On Tue, Jan 18, 2022 at 09:16:01AM -0800, Vikash Bansal wrote:
> In the current implementation, the PCI capability list is parsed from
> the beginning to find each capability, which results in a large number
> of redundant PCI reads.
>
> Instead, we can parse the complete list just once, store it in the
> pci_dev structure, and get the offset of each capability directly from
> the pci_dev structure.
>
> This implementation improves pci devices initialization time by ~2-3% in
> case of bare metal and 7-8% in case of VM running on ESXi.
What is that in terms of "wall clock" time? % is hard to know here, and
of course it will depend on the PCI bus speed, right?
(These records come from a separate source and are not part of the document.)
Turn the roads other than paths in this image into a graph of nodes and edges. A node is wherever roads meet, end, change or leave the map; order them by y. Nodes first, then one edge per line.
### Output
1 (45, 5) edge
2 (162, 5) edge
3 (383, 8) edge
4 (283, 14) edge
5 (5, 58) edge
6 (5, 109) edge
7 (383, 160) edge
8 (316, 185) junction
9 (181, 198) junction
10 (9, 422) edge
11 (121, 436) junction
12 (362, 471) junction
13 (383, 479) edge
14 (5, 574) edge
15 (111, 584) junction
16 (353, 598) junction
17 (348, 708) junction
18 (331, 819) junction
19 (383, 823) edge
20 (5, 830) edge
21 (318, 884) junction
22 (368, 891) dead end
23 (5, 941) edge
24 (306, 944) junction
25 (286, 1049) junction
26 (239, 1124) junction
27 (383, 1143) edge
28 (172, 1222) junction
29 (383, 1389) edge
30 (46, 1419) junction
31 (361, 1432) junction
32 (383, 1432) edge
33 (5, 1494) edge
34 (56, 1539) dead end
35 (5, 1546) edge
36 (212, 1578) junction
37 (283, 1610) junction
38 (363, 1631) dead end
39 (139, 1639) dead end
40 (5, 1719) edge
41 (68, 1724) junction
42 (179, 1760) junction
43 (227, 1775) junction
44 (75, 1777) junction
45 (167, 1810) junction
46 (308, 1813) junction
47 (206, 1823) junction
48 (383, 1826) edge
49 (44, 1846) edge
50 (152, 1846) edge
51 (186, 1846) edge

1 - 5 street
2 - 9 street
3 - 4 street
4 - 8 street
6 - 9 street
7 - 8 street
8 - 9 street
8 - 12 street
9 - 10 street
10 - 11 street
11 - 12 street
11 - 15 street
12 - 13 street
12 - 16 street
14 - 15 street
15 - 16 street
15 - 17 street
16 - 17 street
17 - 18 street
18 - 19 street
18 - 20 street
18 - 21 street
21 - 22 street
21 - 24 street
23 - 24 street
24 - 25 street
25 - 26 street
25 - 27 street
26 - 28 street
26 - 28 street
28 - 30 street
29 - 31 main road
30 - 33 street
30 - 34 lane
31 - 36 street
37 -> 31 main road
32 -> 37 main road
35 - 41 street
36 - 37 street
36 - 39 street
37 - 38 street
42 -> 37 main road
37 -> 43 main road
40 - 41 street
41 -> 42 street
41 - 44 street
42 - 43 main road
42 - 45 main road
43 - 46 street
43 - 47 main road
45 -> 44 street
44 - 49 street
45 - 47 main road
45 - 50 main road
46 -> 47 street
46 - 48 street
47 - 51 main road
> It also adds a memory overhead of 20bytes (value of PCI_CAP_ID_MAX) per
> PCI device.
>
> Signed-off-by: Vikash Bansal <[email protected]>
> ---
> drivers/pci/pci.c | 43 ++++++++++++++++++++++++++++++++++++-------
> drivers/pci/probe.c | 5 +++++
> include/linux/pci.h | 2 ++
> 3 files changed, 43 insertions(+), 7 deletions(-)
>
> diff --git a/drivers/pci/pci.c b/drivers/pci/pci.c
> index 3d2fb394986a..8e024db30262 100644
> --- a/drivers/pci/pci.c
> +++ b/drivers/pci/pci.c
> @@ -468,6 +468,41 @@ static u8 __pci_bus_find_cap_start(struct pci_bus *bus,
> return 0;
> }
>
> +
> +/**
> + * pci_find_all_capabilities - Read all capabilities
> + * @dev: the PCI device
> + *
> + * Read all capabilities and store offsets in cap_off
> + * array in pci_dev structure.
> + */
> +void pci_find_all_capabilities(struct pci_dev *dev)
> +{
> + int ttl = PCI_FIND_CAP_TTL;
> + u16 ent;
> + u8 pos;
> + u8 id;
> +
> + pos = __pci_bus_find_cap_start(dev->bus, dev->devfn, dev->hdr_type);
> + if (!pos)
> + return;
> + pci_bus_read_config_byte(dev->bus, dev->devfn, pos, &pos);
> + while (ttl--) {
> + if (pos < 0x40)
What is this magic value of 0x40?
> + break;
> + pos &= ~3;
Why ~3?
> + pci_bus_read_config_word(dev->bus, dev->devfn, pos, &ent);
> + id = ent & 0xff;
Do you really need the & if you are truncating it?
> + if (id == 0xff)
> + break;
> +
> + /* Read first instance of capability */
> + if (!(dev->cap_off[id]))
> + dev->cap_off[id] = pos;
Shouldn't you have checked this before you read the value?
> + pos = (ent >> 8);
What about walking the list using __pci_find_next_cap() like before?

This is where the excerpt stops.